Synopses & Reviews
From the dean of modem Jewish historians comes a panoramic examination of the experience of Europe's Jews in the aftermath of "the war to end all wars."
Dreamland traces the fissures that appeared all too quickly in those democracies born from the rubble of Europe's autocratic empires. Focusing his richly detailed narrative on European Jews -- whose minority status made them particularly sensitive to changes in the social order -- Howard Sachar spotlights charismatic Jewish leaders, from Hungarian Communist Bela Kun to Germany's Rosa Luxemburg, France's Socialist Prime Minister Leon Blum and Austria's Sigmund Freud.

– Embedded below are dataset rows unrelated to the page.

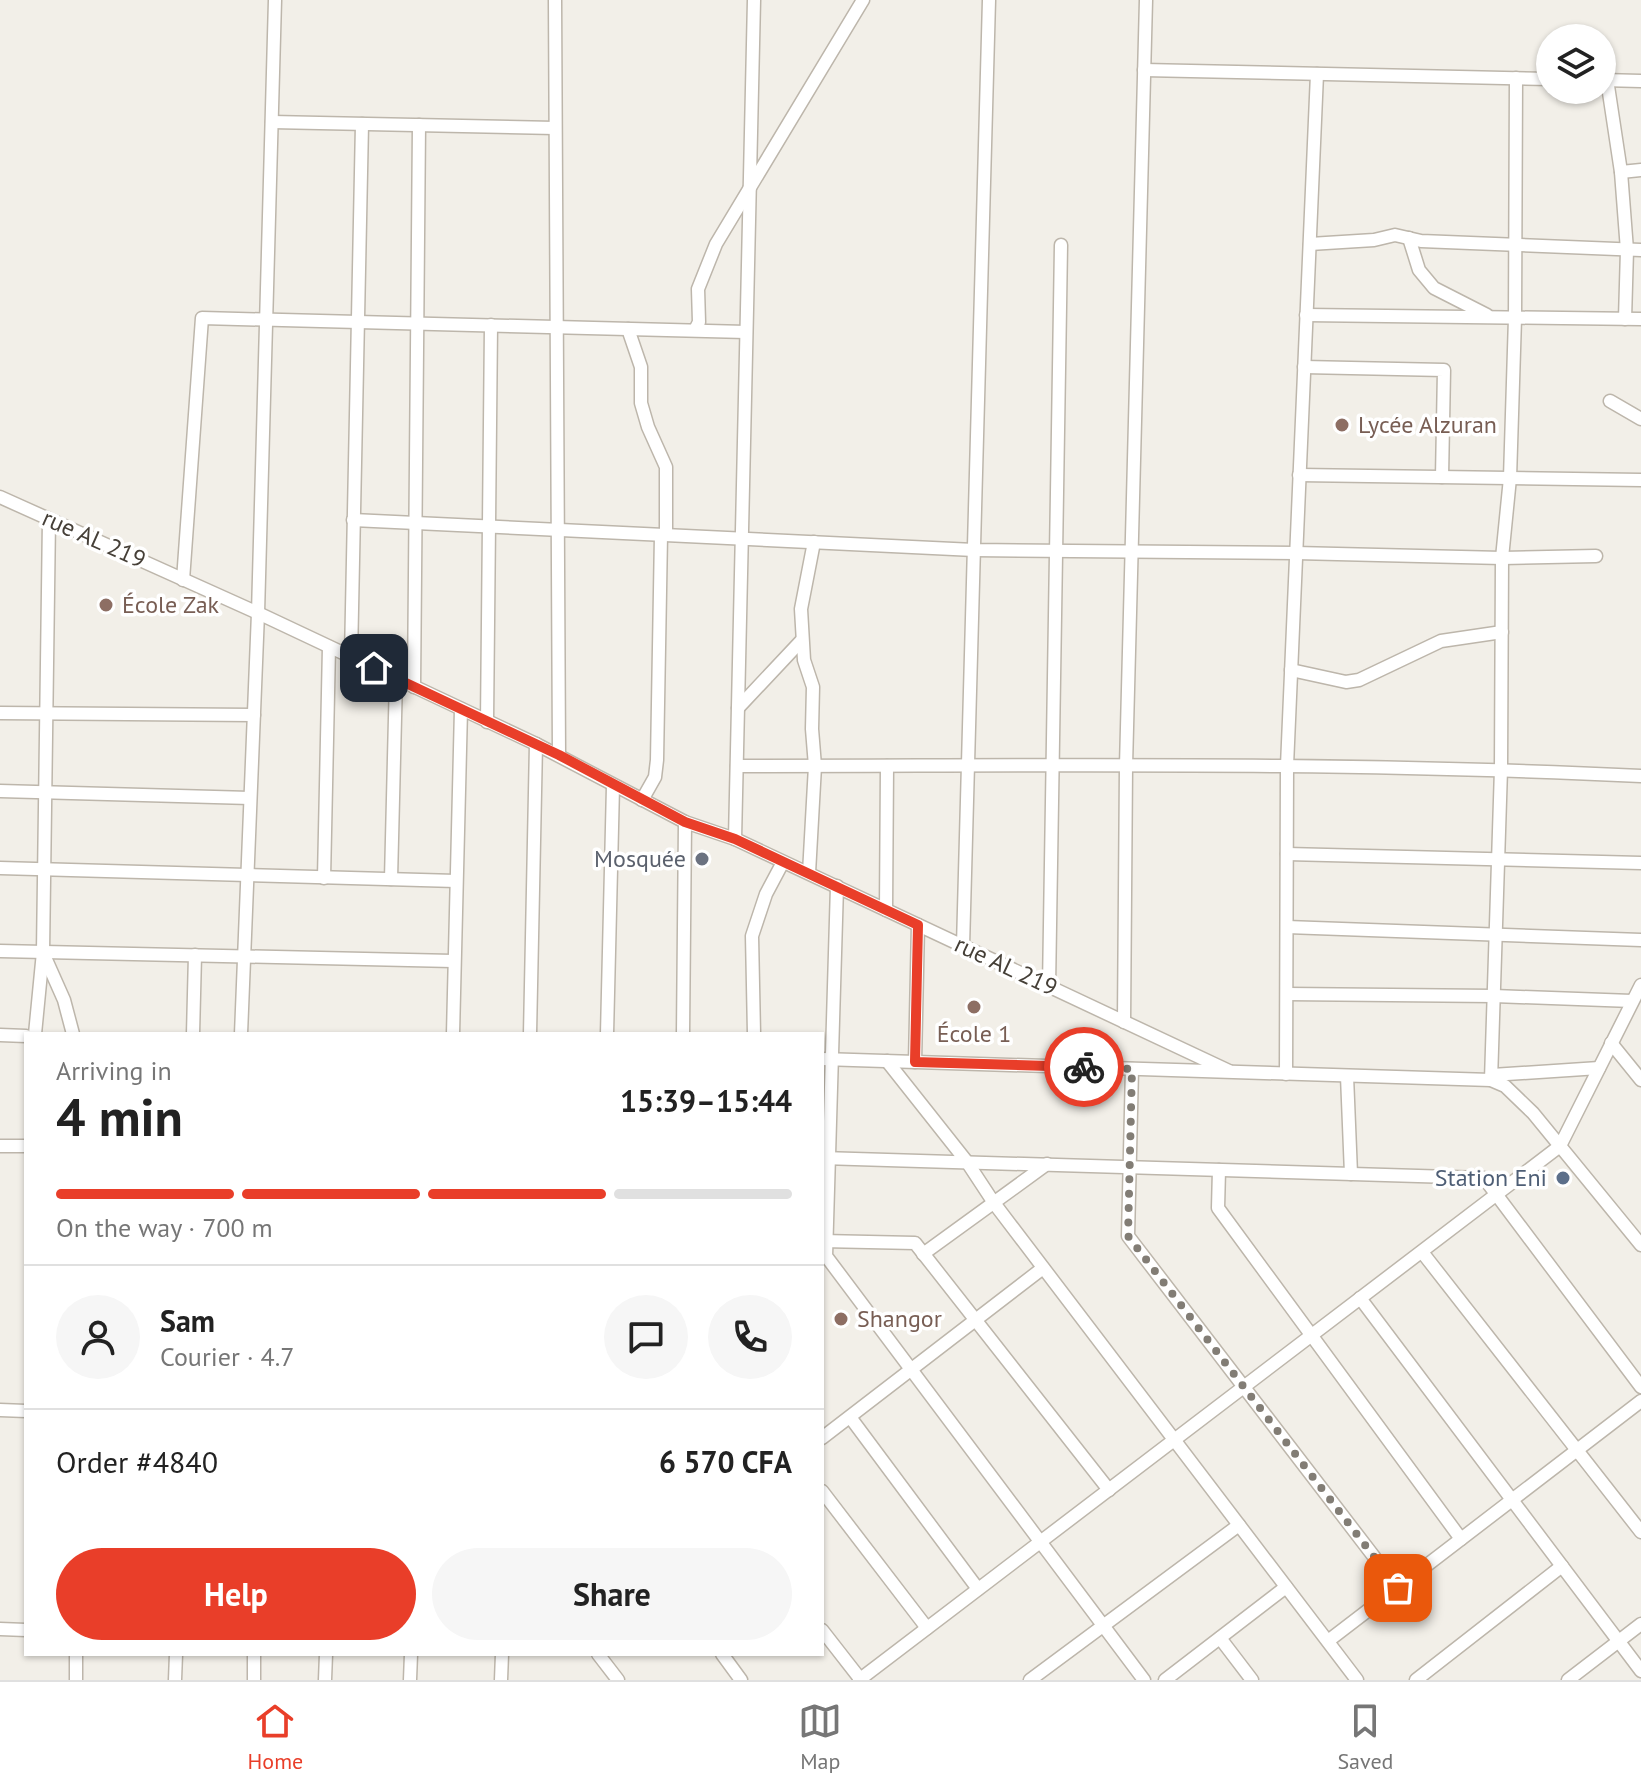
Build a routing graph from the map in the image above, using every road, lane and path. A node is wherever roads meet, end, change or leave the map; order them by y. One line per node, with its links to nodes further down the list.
1 (275, 0): 14 (street)
2 (555, 0): 17 (street)
3 (754, 0): 20 (street)
4 (863, 0): 20 (street)
5 (989, 0): 56 (street)
6 (1146, 0): 7 (street)
7 (1144, 70): 8 (street); 58 (street)
8 (1317, 74): 9 (street); 22 (street)
9 (1516, 78): 10 (street); 23 (street)
10 (1536, 79)
11 (1641, 81): 12 (street)
12 (1616, 82)
13 (1609, 104): 19 (street)
14 (272, 122): 15 (street); 30 (street)
15 (362, 124): 16 (street); 33 (street)
16 (419, 125): 17 (street); 34 (street)
17 (555, 128): 36 (street)
18 (1641, 170): 19 (street)
19 (1621, 172): 25 (street)
20 (750, 187): 38 (street); 39 (street)
21 (1409, 238): 22 (street); 23 (street); 28 (street)
22 (1310, 244): 27 (street)
23 (1515, 244): 25 (street); 29 (street)
24 (1061, 245): 57 (street)
25 (1627, 250): 26 (street); 31 (street)
26 (1641, 250)
27 (1306, 315): 28 (street); 40 (street)
28 (1492, 318): 29 (street)
29 (1515, 318): 31 (street); 45 (street)
30 (266, 319): 33 (street); 62 (street); 63 (street)
31 (1625, 319): 32 (street)
32 (1641, 319)
33 (358, 322): 34 (street); 49 (street)
34 (417, 323): 35 (street); 50 (street)
35 (491, 325): 36 (street); 51 (street)
36 (556, 327): 37 (street); 52 (street)
37 (628, 329): 38 (street); 53 (street)
38 (695, 330): 39 (street)
39 (746, 332): 54 (street)
40 (1304, 367): 43 (street); 44 (street)
41 (1610, 401): 42 (street)
42 (1641, 419)
43 (1299, 475): 44 (street); 59 (street)
44 (1442, 477): 45 (street)
45 (1510, 478): 46 (street); 61 (street)
46 (1641, 480)
47 (0, 497): 48 (street, rue AL 219)
48 (49, 519): 62 (street, rue AL 219); 74 (street)
49 (353, 520): 50 (street); 67 (street)
50 (415, 523): 51 (street); 70 (street)
51 (489, 526): 52 (street); 76 (street)
52 (558, 530): 53 (street); 78 (street)
53 (664, 535): 54 (street); 92 (street)
54 (742, 539): 55 (street); 71 (street)
55 (814, 542): 56 (street); 65 (street)
56 (974, 550): 57 (street); 82 (street)
57 (1056, 551): 58 (street); 83 (street)
58 (1131, 551): 59 (street); 84 (street)
59 (1296, 553): 61 (street); 68 (street)
60 (1596, 556): 61 (street)
61 (1502, 558): 64 (street)
62 (183, 580): 63 (street, rue AL 219)
63 (258, 613): 66 (street, rue AL 219); 75 (street)
64 (1502, 632): 68 (street); 86 (street)
65 (801, 641): 71 (street); 80 (street)
66 (329, 647): 67 (street, rue AL 219); 103 (street)
67 (351, 657): 69 (street, rue AL 219)
68 (1291, 670): 85 (street)
69 (396, 678): 70 (street, rue AL 219); 104 (street)
70 (414, 687): 72 (street, rue AL 219)
71 (738, 708): 79 (street)
72 (461, 709): 76 (street, rue AL 219); 105 (street)
73 (0, 713): 74 (street)
74 (46, 714): 75 (street); 90 (street)
75 (254, 715): 91 (street)
76 (487, 722): 77 (street, rue AL 219)
77 (536, 744): 78 (street, rue AL 219); 129 (street)
78 (559, 755): 88 (street, rue AL 219)
79 (737, 766): 80 (street); 94 (street)
80 (815, 766): 81 (street); 101 (street)
81 (887, 766): 82 (street); 107 (street)
82 (969, 766): 83 (street); 112 (street)
83 (1052, 766): 84 (street); 119 (street)
84 (1126, 766): 85 (street); 123 (street)
85 (1287, 766): 86 (street); 95 (street)
86 (1501, 769): 87 (street); 96 (street)
87 (1641, 776)
88 (613, 786): 92 (street, rue AL 219); 130 (street)
89 (0, 791): 90 (street)
90 (45, 792): 91 (street); 100 (street)
91 (250, 798): 102 (street)
92 (642, 800): 93 (street, rue AL 219)
93 (685, 822): 94 (street, rue AL 219); 131 (street)
94 (735, 839): 97 (street, rue AL 219)
95 (1287, 854): 96 (street); 109 (street)
96 (1498, 860): 98 (street); 110 (street)
97 (783, 862): 101 (street, rue AL 219); 132 (street)
98 (1641, 863)
99 (0, 868): 100 (street)
100 (44, 870): 102 (street); 114 (street)
101 (809, 873): 106 (street, rue AL 219)
102 (247, 875): 103 (street); 116 (street)
103 (324, 878): 104 (street)
104 (391, 879): 105 (street)
105 (456, 881): 117 (street)
106 (837, 886): 107 (street, rue AL 219); 136 (street)
107 (886, 910): 108 (street, rue AL 219)
108 (918, 925): 112 (street, rue AL 219); 138 (street)
109 (1287, 927): 110 (street); 120 (street)
110 (1496, 935): 111 (street); 121 (street)
111 (1641, 940)
112 (963, 946): 119 (street, rue AL 219)
113 (0, 951): 114 (street)
114 (43, 952): 115 (street); 124 (street); 125 (street)
115 (195, 955): 116 (street); 126 (street)
116 (244, 956): 117 (street); 127 (street)
117 (453, 961): 128 (street)
118 (1641, 985): 122 (street)
119 (1049, 987): 123 (street, rue AL 219)
120 (1287, 994): 121 (street); 142 (street)
121 (1494, 996): 122 (street); 144 (street)
122 (1632, 1001): 135 (street)
123 (1124, 1022): 141 (street, rue AL 219)
124 (35, 1032)
125 (72, 1032)
126 (193, 1032)
127 (241, 1032)
128 (453, 1032)
129 (530, 1032)
130 (607, 1032)
131 (683, 1032)
132 (754, 1032)
133 (0, 1035): 134 (street)
134 (24, 1036)
135 (1611, 1043): 139 (street); 145 (street)
136 (827, 1060): 137 (street); 149 (street)
137 (887, 1061): 138 (street); 150 (street)
138 (915, 1062): 140 (street)
139 (1599, 1068): 144 (street); 148 (street)
140 (1132, 1069): 141 (street); 152 (street)
141 (1229, 1071): 142 (street)
142 (1286, 1074): 143 (street)
143 (1347, 1076): 144 (street); 154 (street)
144 (1492, 1077): 148 (street)
145 (1641, 1080)
146 (0, 1146): 147 (street)
147 (24, 1146)
148 (1560, 1146): 155 (street); 158 (street)
149 (826, 1158): 150 (street); 157 (street)
150 (967, 1162): 151 (street); 156 (street)
151 (1047, 1164): 152 (street); 156 (street)
152 (1130, 1167): 153 (street); 166 (street)
153 (1219, 1170): 154 (street); 164 (street)
154 (1351, 1174): 155 (street)
155 (1496, 1195): 159 (street); 167 (street)
156 (994, 1203): 160 (street); 161 (street)
157 (824, 1241): 160 (street); 165 (street)
158 (1641, 1245)
159 (1422, 1252): 162 (street); 174 (street)
160 (923, 1254): 163 (street)
161 (1043, 1268): 163 (street); 173 (street)
162 (1360, 1298): 164 (street); 177 (street)
163 (975, 1320): 165 (street); 175 (street)
164 (1311, 1336): 166 (street); 180 (street)
165 (911, 1369): 171 (street); 181 (street)
166 (1244, 1387): 173 (street); 184 (street)
167 (1641, 1387)
168 (1641, 1401): 174 (street)
169 (0, 1410): 170 (street)
170 (24, 1411)
171 (850, 1417): 172 (street); 185 (street)
172 (824, 1436)
173 (1174, 1440): 175 (street); 178 (street)
174 (1578, 1450): 177 (street); 179 (street)
175 (1109, 1490): 181 (street)
176 (824, 1494): 188 (street)
177 (1512, 1500): 180 (street); 182 (street)
178 (1239, 1525): 183 (street); 187 (street)
179 (1641, 1532)
180 (1461, 1539): 184 (street)
181 (1040, 1542): 185 (street); 187 (street)
182 (1562, 1566): 194 (street); 218 (street)
183 (1286, 1587): 192 (street); 193 (street)
184 (1398, 1588): 193 (street)
185 (978, 1589): 188 (street)
186 (1641, 1624): 194 (street)
187 (1103, 1626): 213 (street); 214 (street)
188 (927, 1628): 212 (street)
189 (0, 1629): 190 (street)
190 (24, 1630)
191 (824, 1633): 212 (street)
192 (1220, 1638): 215 (street); 216 (street)
193 (1328, 1641): 217 (street)
194 (1619, 1641): 203 (street); 219 (street)
195 (76, 1656): 204 (street)
196 (176, 1656): 205 (street)
197 (254, 1656): 206 (street)
198 (326, 1656): 207 (street)
199 (411, 1656): 208 (street)
200 (502, 1656): 209 (street)
201 (600, 1656): 210 (street)
202 (723, 1656): 211 (street)
203 (1641, 1671)
204 (76, 1680)
205 (175, 1680)
206 (254, 1680)
207 (325, 1680)
208 (410, 1680)
209 (501, 1680)
210 (618, 1680)
211 (741, 1680)
212 (860, 1680)
213 (1030, 1680)
214 (1144, 1680)
215 (1165, 1680)
216 (1252, 1680)
217 (1357, 1680)
218 (1416, 1680)
219 (1568, 1680)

Sachar demonstrates how Jews all across Europe -- whether part of an assimilated and influential intelligentsia or members of marginalized Jewish communities -- effected and withstood the political and economic pressures of the 1920s and '30s, and how their experiences foretold significant democratic failures long before the Nazi rise to power.
About the Author
Howard M. Sachar is the author of numerous books, including A History of Israel, A History of the Jews in America, Farewell España, and Israel and Europe. He is also the editor of the 39-volume The Rise of Israel: A Documentary History. He serves as Professor of Modern History at George Washington University, is a consultant and lecturer on Middle Eastern affairs for numerous governmental bodies, and lectures widely in the United States and abroad. He lives in Kensington, Maryland.